Identify each line below containing the string "Vogelkers" and copy it.
==============================
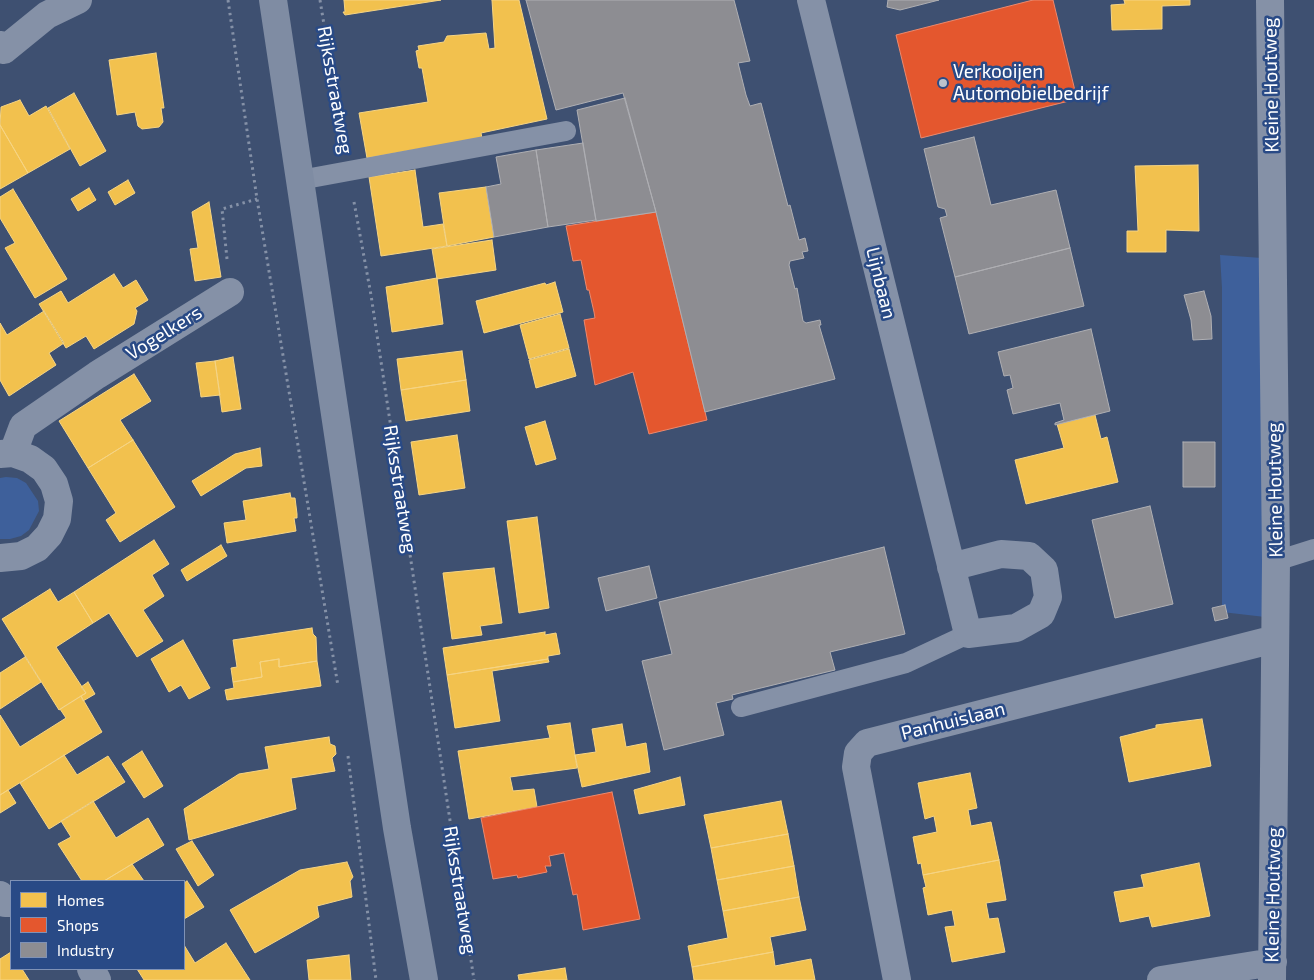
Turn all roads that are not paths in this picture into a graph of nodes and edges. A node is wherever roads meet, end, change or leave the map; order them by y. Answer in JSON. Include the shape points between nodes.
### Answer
{"nodes":[{"id":1,"x":78,"y":0,"type":"edge"},
{"id":2,"x":273,"y":0,"type":"edge"},
{"id":3,"x":811,"y":0,"type":"edge"},
{"id":4,"x":1270,"y":0,"type":"edge"},
{"id":5,"x":0,"y":45,"type":"edge"},
{"id":6,"x":566,"y":131,"type":"dead end"},
{"id":7,"x":300,"y":180,"type":"junction"},
{"id":8,"x":230,"y":292,"type":"road end"},
{"id":9,"x":6,"y":453,"type":"edge"},
{"id":10,"x":1314,"y":549,"type":"edge"},
{"id":11,"x":0,"y":558,"type":"edge"},
{"id":12,"x":1276,"y":561,"type":"junction"},
{"id":13,"x":951,"y":567,"type":"junction"},
{"id":14,"x":968,"y":634,"type":"junction"},
{"id":15,"x":1275,"y":639,"type":"junction"},
{"id":16,"x":742,"y":707,"type":"dead end"},
{"id":17,"x":1273,"y":971,"type":"edge"},
{"id":18,"x":424,"y":980,"type":"edge"},
{"id":19,"x":896,"y":980,"type":"edge"},
{"id":20,"x":1161,"y":980,"type":"edge"}],
"edges":[{"from":1,"to":5,"type":"street","via":[[47,16],[4,50]]},
{"from":2,"to":7,"type":"main road"},
{"from":3,"to":13,"type":"street","name":"Lijnbaan"},
{"from":4,"to":12,"type":"street","name":"Kleine Houtweg"},
{"from":6,"to":7,"type":"lane"},
{"from":7,"to":18,"type":"main road","via":[[397,828]]},
{"from":8,"to":9,"type":"street","name":"Vogelkers","via":[[97,375],[23,426]]},
{"from":9,"to":11,"type":"street","name":"Vogelkers","via":[[30,458],[44,469],[54,484],[59,501],[57,519],[50,536],[21,556]]},
{"from":10,"to":12,"type":"lane"},
{"from":12,"to":15,"type":"street","name":"Kleine Houtweg"},
{"from":13,"to":14,"type":"street","name":"Lijnbaan"},
{"from":13,"to":14,"type":"street","via":[[1001,554],[1029,556],[1044,570],[1048,597],[1041,614],[1016,628]]},
{"from":14,"to":16,"type":"lane","via":[[906,663]]},
{"from":15,"to":17,"type":"street","name":"Kleine Houtweg"},
{"from":15,"to":19,"type":"street","name":"Panhuislaan","via":[[867,743],[858,753],[856,767]]},
{"from":17,"to":20,"type":"street"}]}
==============================
### RESPONSE FOR THIS EXERCISE
{"from":8,"to":9,"type":"street","name":"Vogelkers","via":[[97,375],[23,426]]},
{"from":9,"to":11,"type":"street","name":"Vogelkers","via":[[30,458],[44,469],[54,484],[59,501],[57,519],[50,536],[21,556]]},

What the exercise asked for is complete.